On this first day of Glencoe's rebirth the twelve-year-old twins, too, were eager to see what was going on. Leaving the house together, they raced each other up the driveway. But in Tennis, Lee insisted they take the track to the knoll where their father was thinking of building a house. "Manny told me it goes on to the river, and I want to see that first. I've only been asfar as the house site."
"But Dad and Roddy are up in the fields."
"Oh, don't be such a scaredy-cat!"
"Who's a scaredy-cat? I just don't think we—"
"You just don't think we ought to do something different." With her hands on her hips, Lee gave him a look of exaggerated disgust. "Don't you realize that if Mother and Dad decide to stay here at Glencoe, everything you and I do will be different?"
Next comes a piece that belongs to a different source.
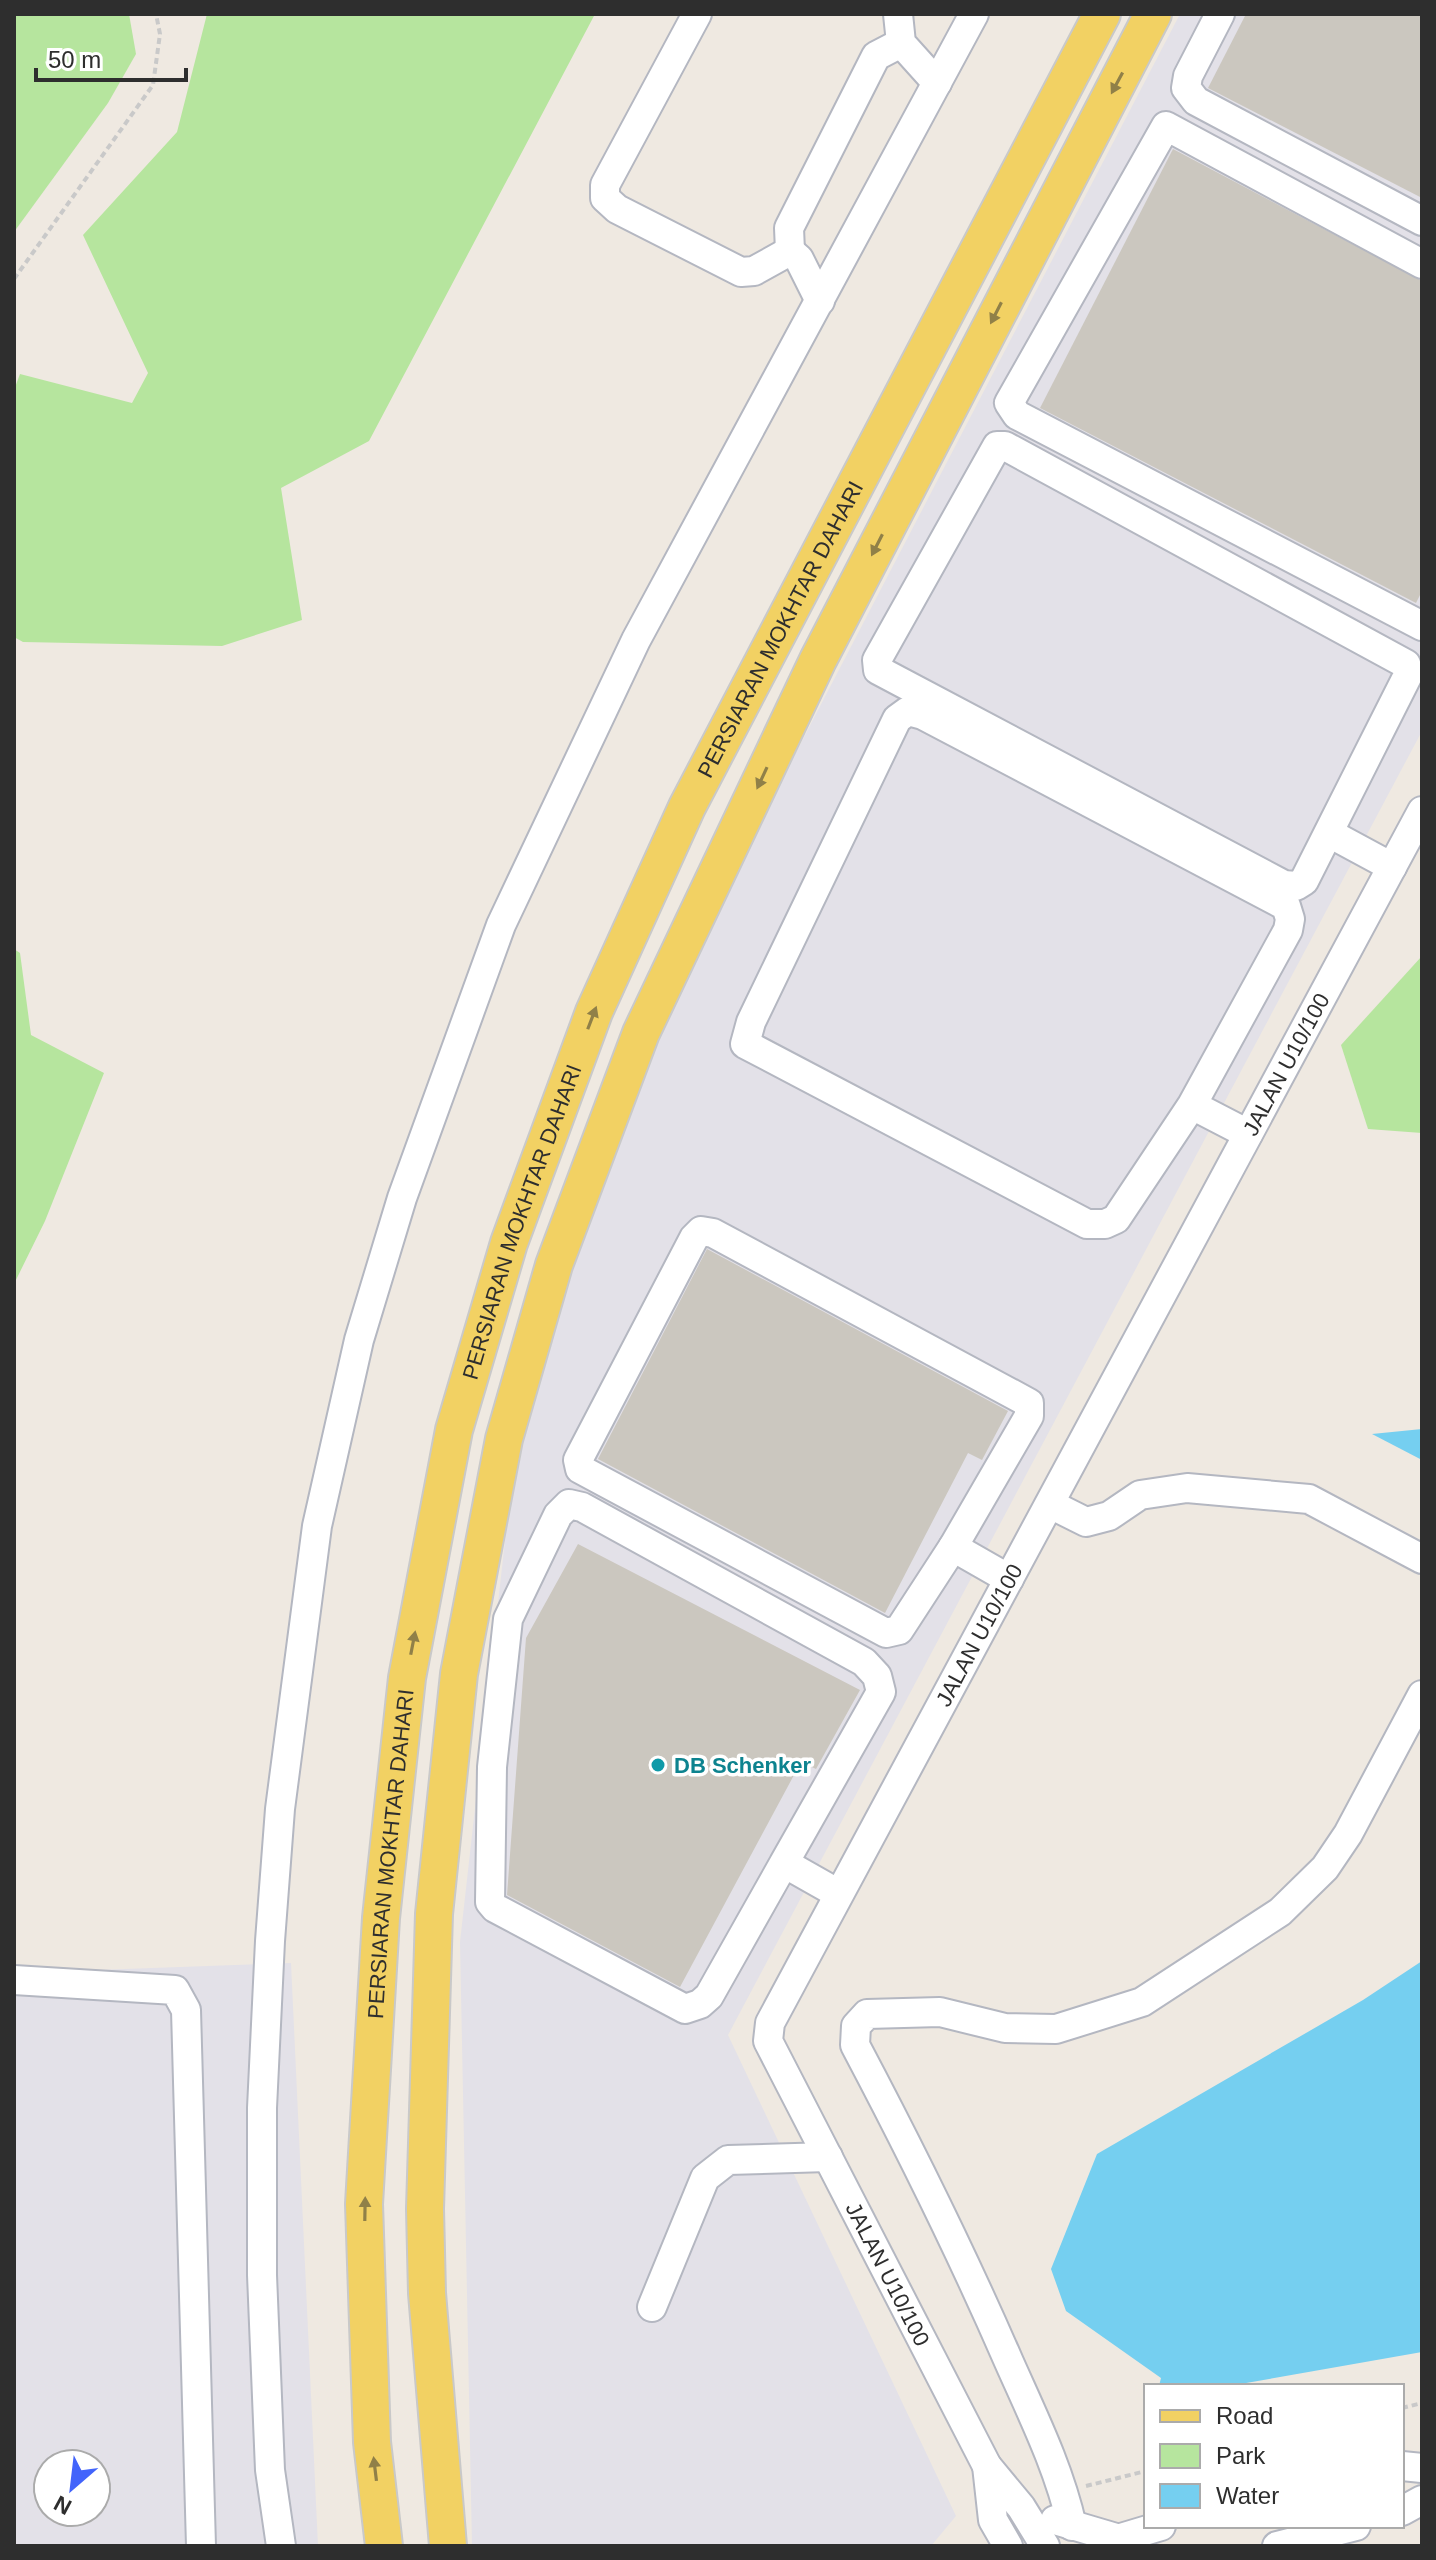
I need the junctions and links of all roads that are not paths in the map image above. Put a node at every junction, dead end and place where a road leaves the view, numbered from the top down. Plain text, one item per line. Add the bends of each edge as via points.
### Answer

"We won't be staying here. Mom doesn't want to."
"How do you know?"
"Just look at her face when she's not trying to pretend."
"Well, I don't agree with you," Lee said. "I think she's just tired. And if she does want to go back to Rhode Island, I don't agree with that! This could be the biggest adventure of our whole lives!"
In the end he gave in, of course. He almost always did when his sister cared enough to insist.
Even when she had explored it before, the path they followed had been only slightly overgrown, Lee recalled. With Osburn Hall drawing its water from the river, men from the coffee works had probablykept it open. It was newly bushed this morning, though, and when she and Cliff were half a mile or so past the knoll, in a stretch of forest gloom, they heard voices ahead, and then came upon two men with machetes.
Lee brightly introduced herself and her brother—they had not been present at the hiring session—and received friendly greetings in return. When they admitted
they had not yet seen the plantation's river, one of the men stepped forward.
"It just around the corner here," he said. "A few more steps and you will hear it." He was a young, good-looking brown man, and his blue work shirt was dark with perspiration. His name, he said, was Leslie.
He was right. As they followed him around the next bend of the track, a muted roar greeted them from somewhere ahead. A few yards farther on they saw the source of it. On their right, at the foot of a sheer rock cliff, white water tumbled wildly down over a mass of huge boulders to form a swift-flowing stream some twenty feet wide and twenty feet below the ledge of black rock on which they stood. The stream then disappeared under a canopy of tangled tree limbs.
"This river begin way up near Blue Mountain Peak," Leslie said. "All the way down from there it just a string of falls. Below here"—he pointed to where it flowed out of sight—"it drop into a real deep hole, so don't you two go exploring down that way or you likely to disappear out of sight."
"What's that crazy-looking thing over there?" Lee pointed to a tall structure built against the face of the cliff. It looked, she thought, as though some fairy-tale giant had got loose with a bunch of big jackstraws—in this case, poles cut here in the forest—and put together a sort of railroad trestle. Even as she asked the question, she realized the structure was a support for a wooden gutter that crossed the stream higher up.
"That how you get you water," Leslie said.
"What?"
"That the gutter from the intake above here. To get there you must have to cross the river on that big log you see." He indicated an enormous felled tree that stretched from one bank to the other above the swift white water. "Then you must have to climb a track on the other side for a quarter mile more. Now that him running Glencoe, you daddy will have to send someone up there after every big rain, because leaves and trash come down the river and catch up on the screen."